#### ABOUT THIS TASK
Search the entries for the word "each". Copy every line that holds it.

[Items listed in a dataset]
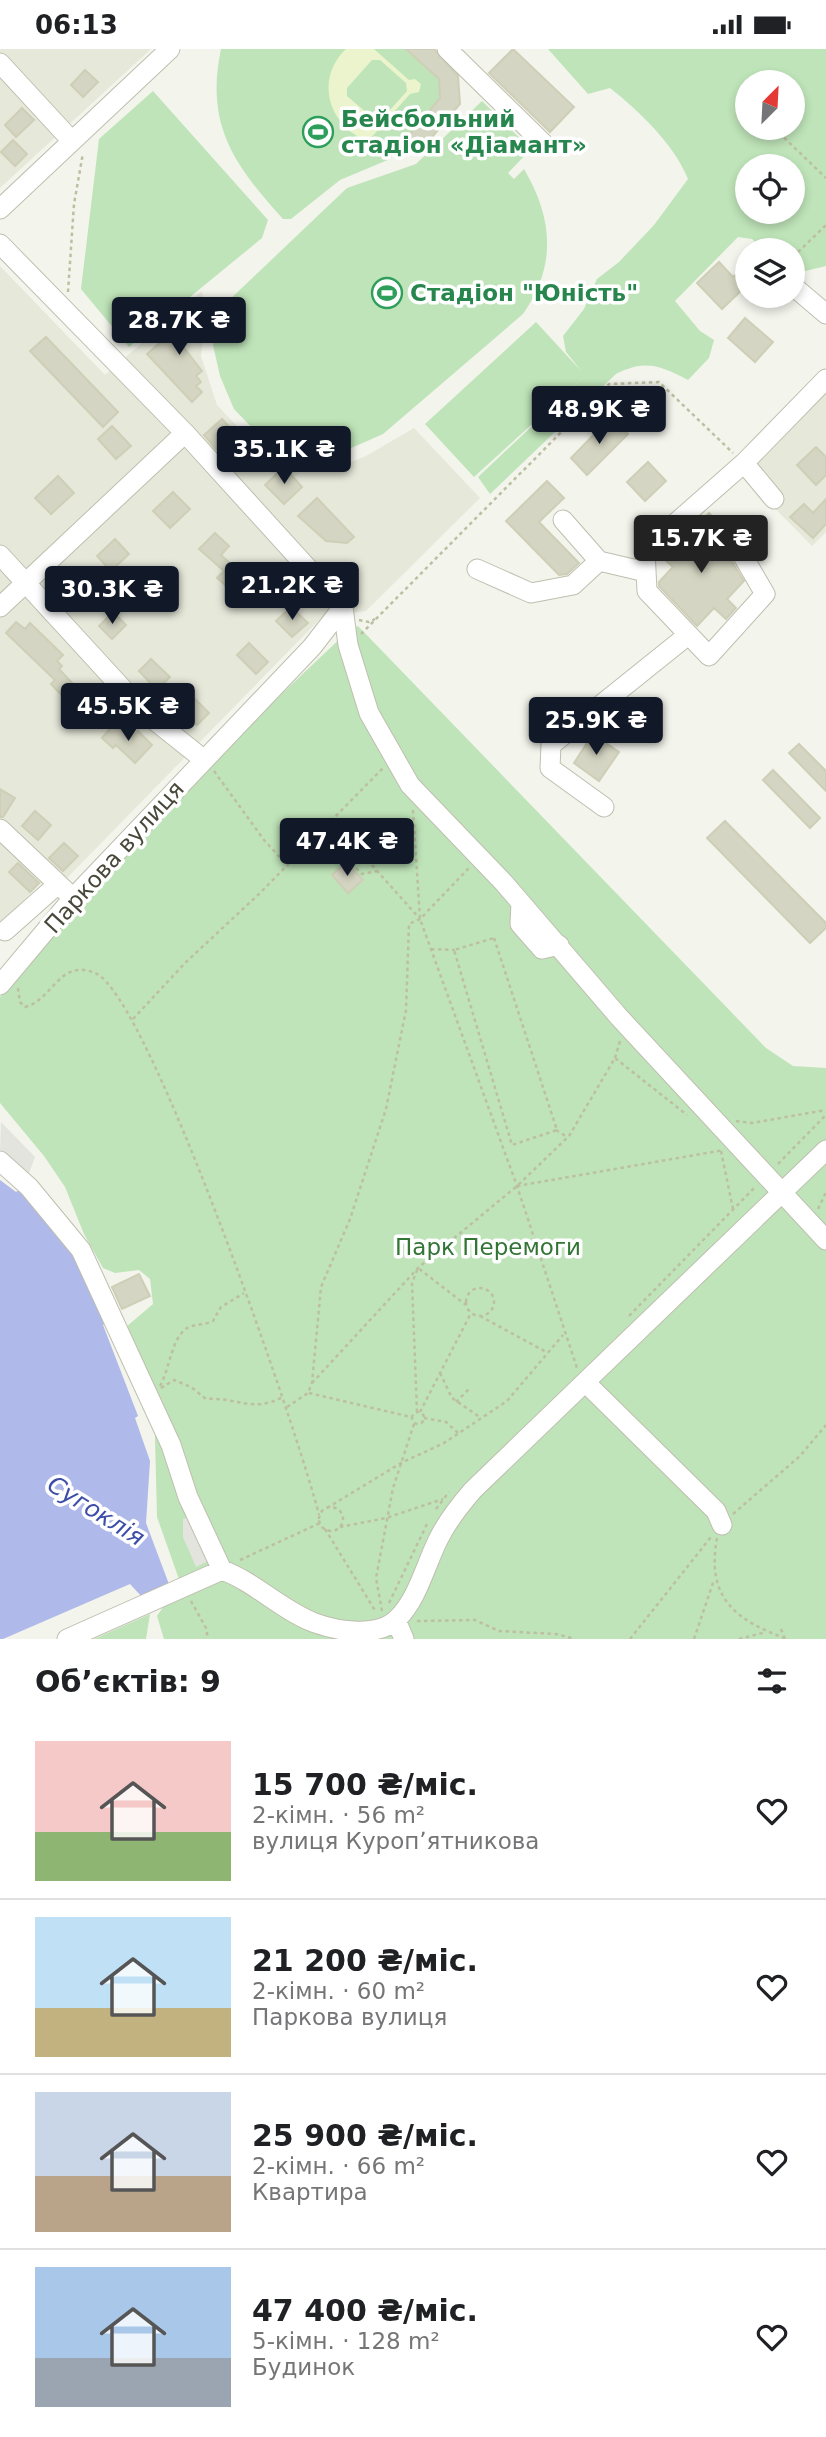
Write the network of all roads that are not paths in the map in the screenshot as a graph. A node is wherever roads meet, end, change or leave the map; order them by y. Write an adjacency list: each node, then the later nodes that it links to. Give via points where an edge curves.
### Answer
1 (447, 49): 4 (street)
2 (163, 51): 5 (street)
3 (0, 63): 5 (street)
4 (544, 143)
5 (77, 146): 6 (street)
6 (0, 209)
7 (0, 244): 11 (street)
8 (805, 296): 9 (street)
9 (826, 314)
10 (825, 383): 12 (street)
11 (184, 433): 20 (street); 22 (street)
12 (744, 464): 13 (street); 19 (street, via 645,550)
13 (774, 499)
14 (562, 520): 17 (street)
15 (733, 539): 23 (street, via 765,594 709,656)
16 (0, 555): 20 (street)
17 (599, 561): 18 (street, via 573,585 531,593); 19 (street)
18 (477, 569)
19 (646, 572): 23 (street, via 646,591)
20 (26, 584): 21 (street); 24 (street, via 144,712)
21 (0, 607)
22 (343, 607): 24 (street, Паркова вулиця, via 312,647); 33 (street, via 348,645 369,713 411,785)
23 (688, 635): 25 (street, via 551,745 550,768)
24 (204, 759): 28 (street, Паркова вулиця)
25 (604, 807)
26 (0, 829): 27 (street)
27 (58, 884): 28 (street); 29 (street)
28 (73, 898): 30 (street, Паркова вулиця)
29 (5, 930)
30 (9, 983)
31 (826, 1150): 33 (street)
32 (0, 1161): 37 (street, via 29,1187 80,1250 153,1393 208,1544)
33 (782, 1193): 34 (street); 35 (street)
34 (826, 1240)
35 (586, 1383): 36 (street, via 716,1511); 38 (street, via 517,1445 454,1512)
36 (722, 1525)
37 (222, 1570): 38 (street, via 314,1622 359,1631); 39 (street)
38 (391, 1624): 40 (street)
39 (67, 1639)
40 (404, 1639)

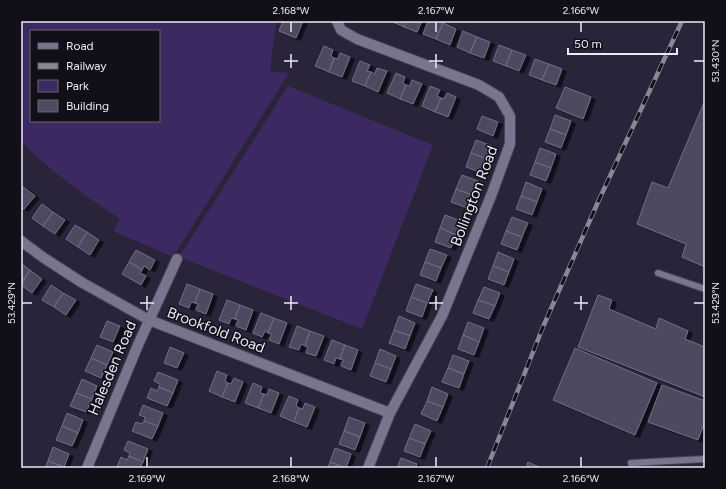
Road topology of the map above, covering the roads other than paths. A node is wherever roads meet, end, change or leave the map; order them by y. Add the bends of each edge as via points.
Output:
1 (337, 21) edge
2 (21, 241) edge
3 (177, 259) dead end
4 (658, 272) dead end
5 (705, 289) edge
6 (149, 320) junction
7 (390, 413) junction
8 (705, 459) edge
9 (631, 463) dead end
10 (87, 468) edge
11 (368, 468) edge

1 - 7 street, Bollington Road via 342,30 357,39 479,86 499,97 510,116 510,144 491,196 445,309
2 - 6 street, Brookfold Road via 81,282
3 - 6 street, Halesden Road
4 - 5 lane
6 - 7 street, Brookfold Road
6 - 10 street, Halesden Road
7 - 11 street, Bollington Road
8 - 9 lane

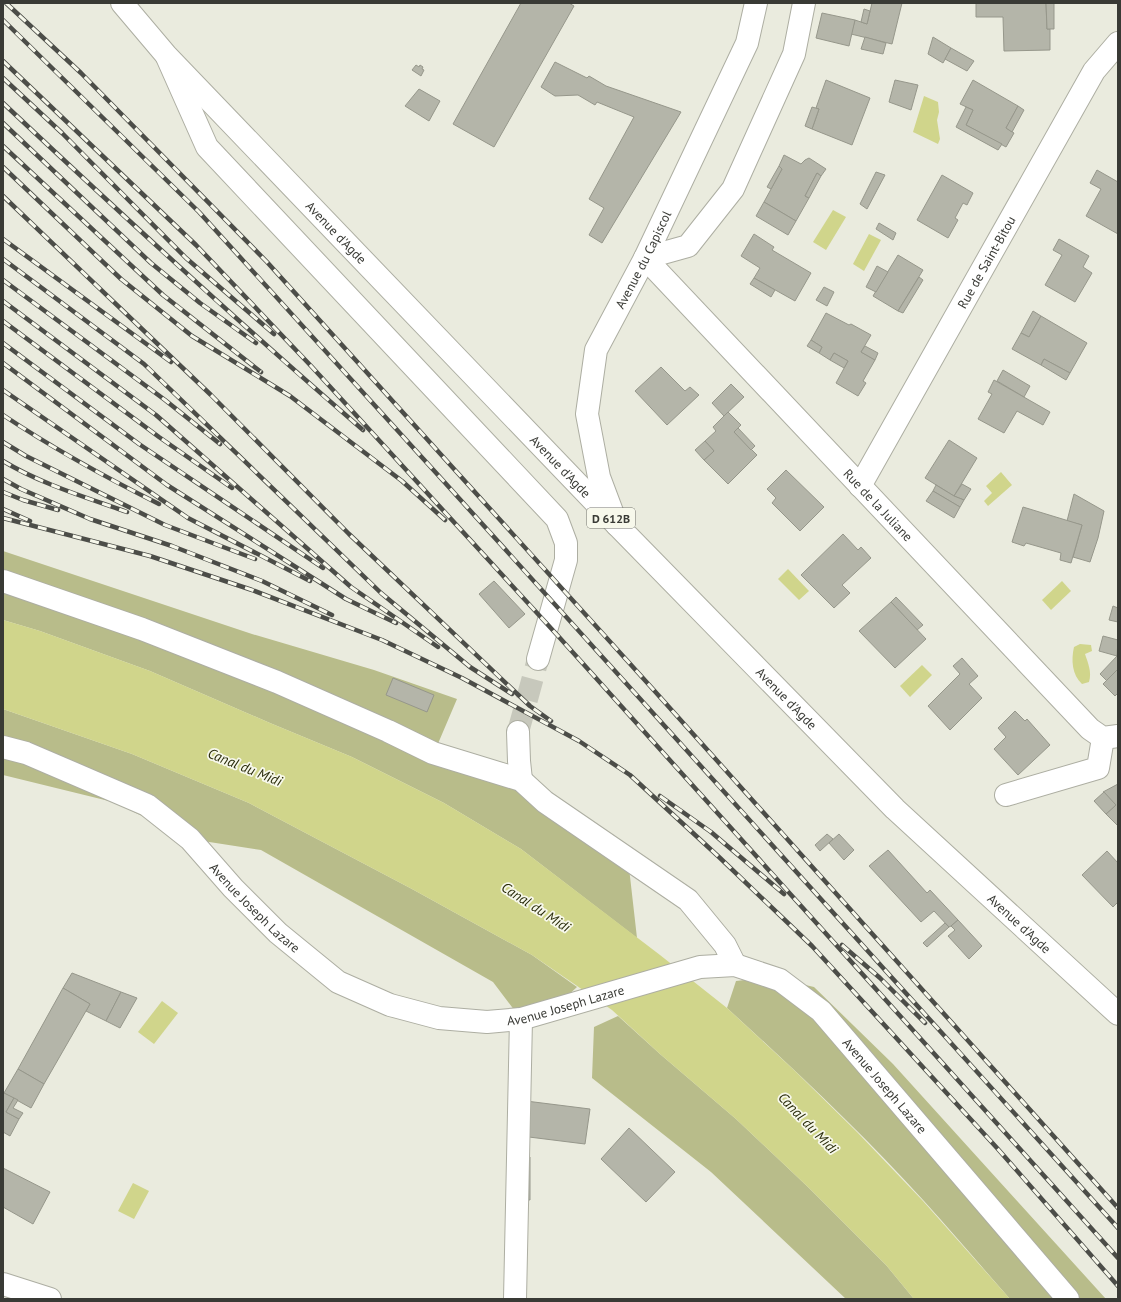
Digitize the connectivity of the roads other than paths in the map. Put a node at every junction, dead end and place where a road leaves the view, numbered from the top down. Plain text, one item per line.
1 (122, 3) edge
2 (756, 3) edge
3 (804, 3) edge
4 (1118, 43) edge
5 (166, 55) junction
6 (645, 258) junction
7 (860, 486) junction
8 (617, 525) junction
9 (3, 581) edge
10 (538, 659) tunnel mouth
11 (518, 732) tunnel mouth
12 (1110, 737) edge
13 (3, 747) edge
14 (521, 780) junction
15 (1006, 795) dead end
16 (735, 965) junction
17 (1118, 1014) edge
18 (521, 1019) junction
19 (3, 1284) edge
20 (50, 1299) edge
21 (515, 1299) edge
22 (1068, 1299) edge

1 - 5 street, Avenue d'Agde / D 612B
2 - 6 street, Avenue du Capiscol
3 - 6 street
4 - 7 street, Rue de Saint-Bitou
5 - 8 street, Avenue d'Agde / D 612B
5 - 10 street
6 - 7 street, Rue de la Juliane
6 - 8 street, Avenue du Capiscol
7 - 12 street, Rue de la Juliane
8 - 17 street, Avenue d'Agde / D 612B
9 - 14 street
11 - 14 street
12 - 15 street
13 - 18 street, Avenue Joseph Lazare
14 - 16 street
16 - 18 street, Avenue Joseph Lazare
16 - 22 street, Avenue Joseph Lazare
18 - 21 street
19 - 20 street

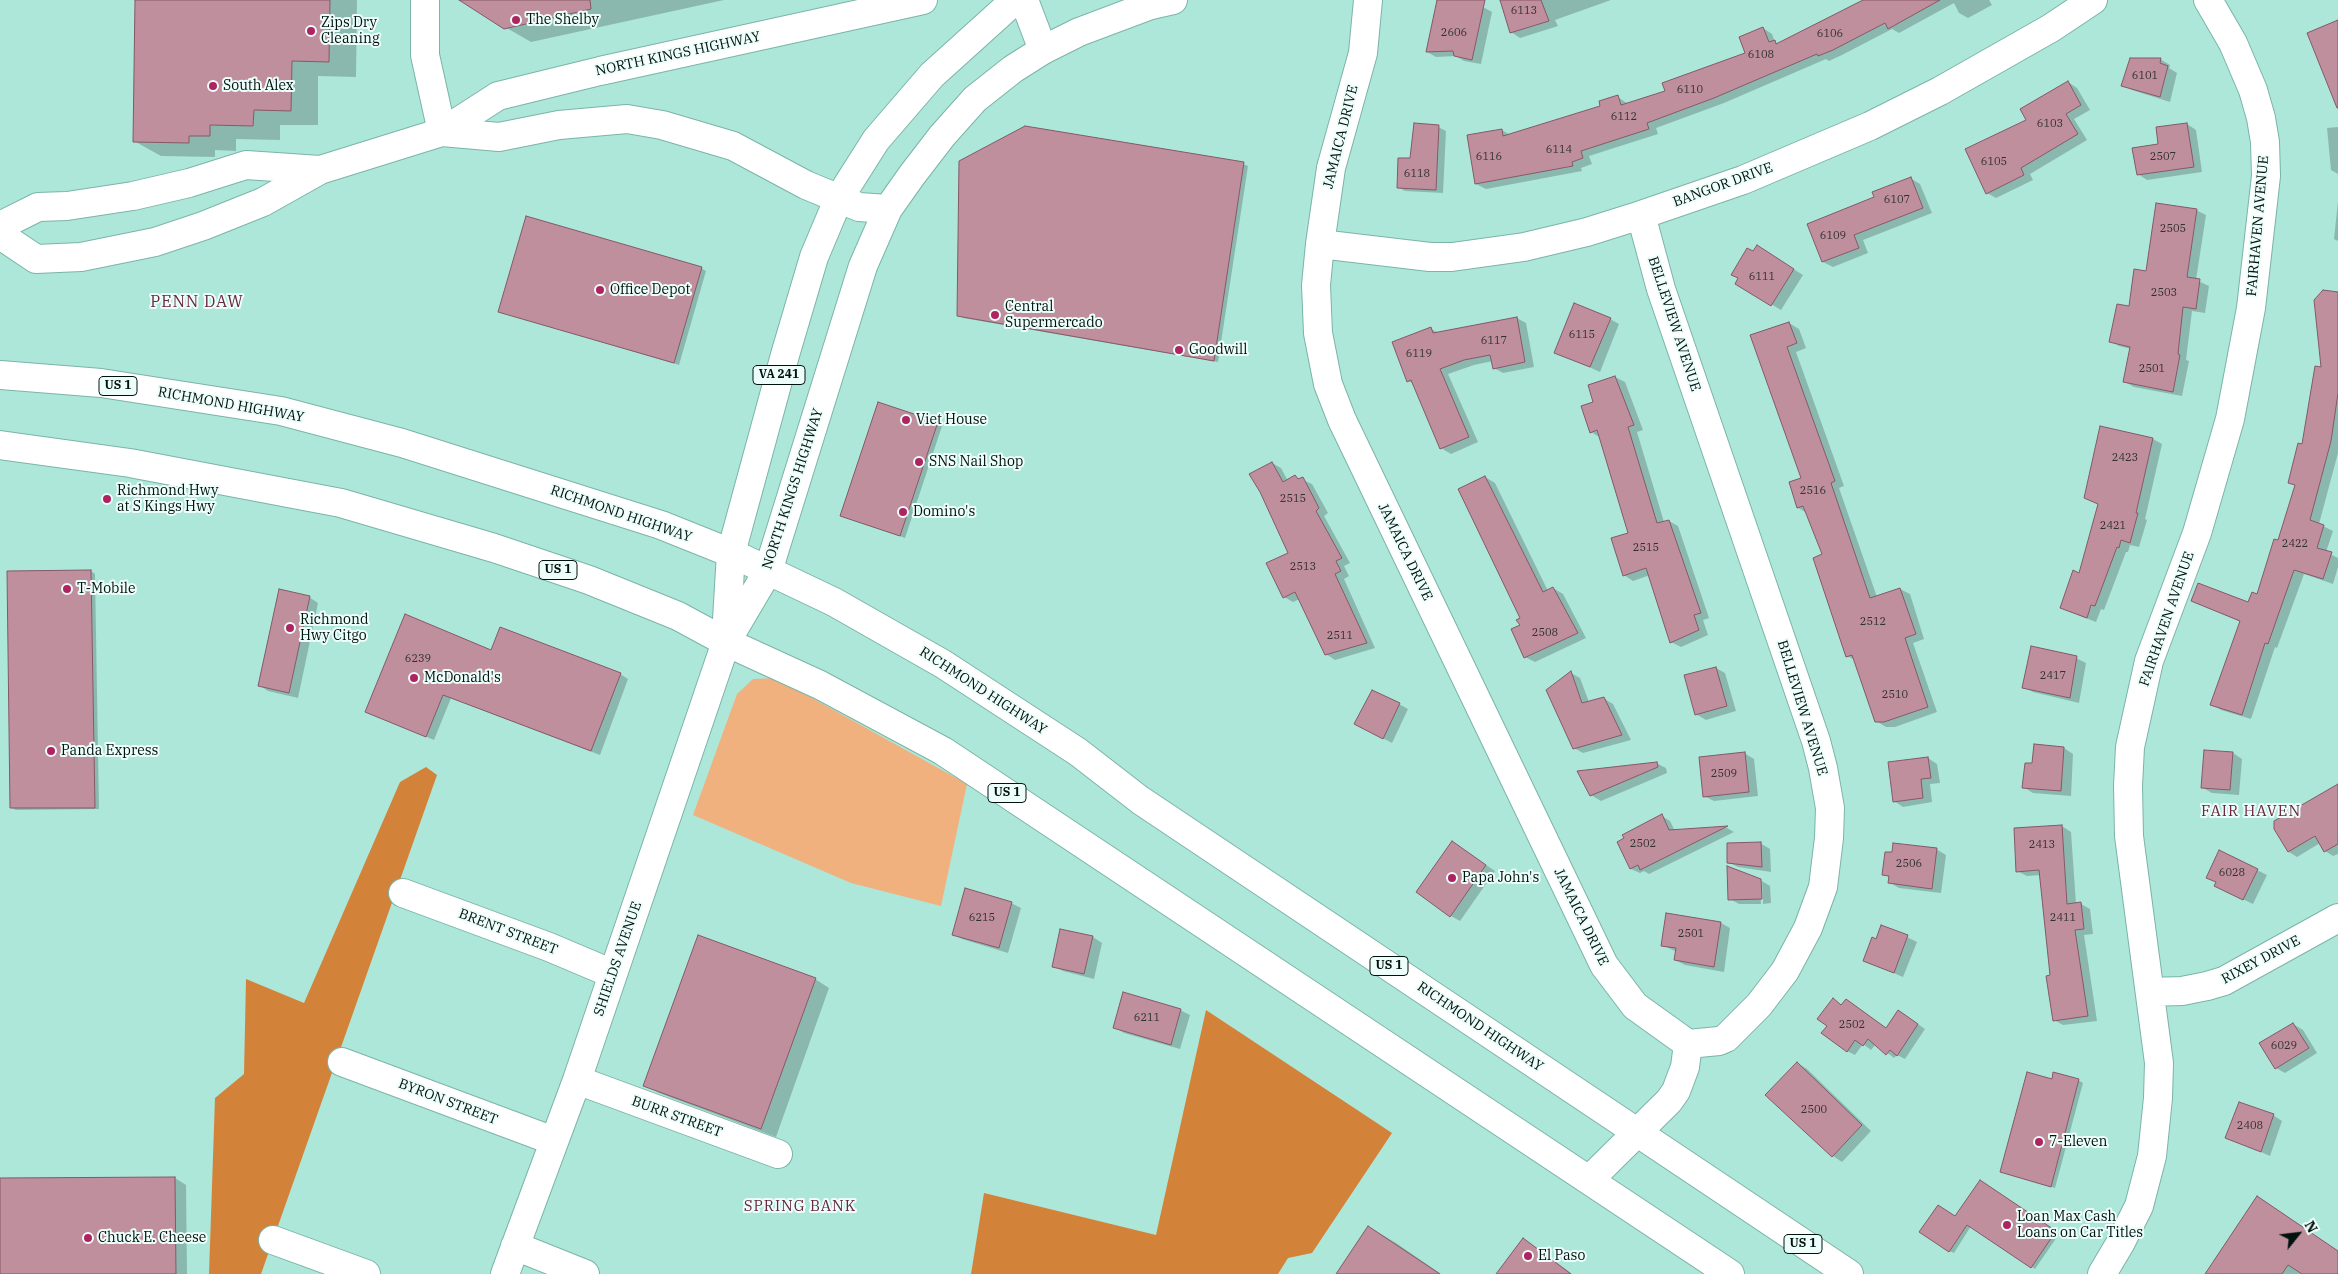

#### REPLY TO THE EXERCISE
Write the network of all roads that are not paths in the map in the screenshot as a graph. A node is wherever roads meet, end, change or leave the map; order them by y. Write an adjacency list: each node, then the later nodes that it links to. Give via points where an edge curves.
Road topology of the map above, covering the roads other than paths. A node is wherever roads meet, end, change or leave the map; order them by y. Add the bends of each edge as via points.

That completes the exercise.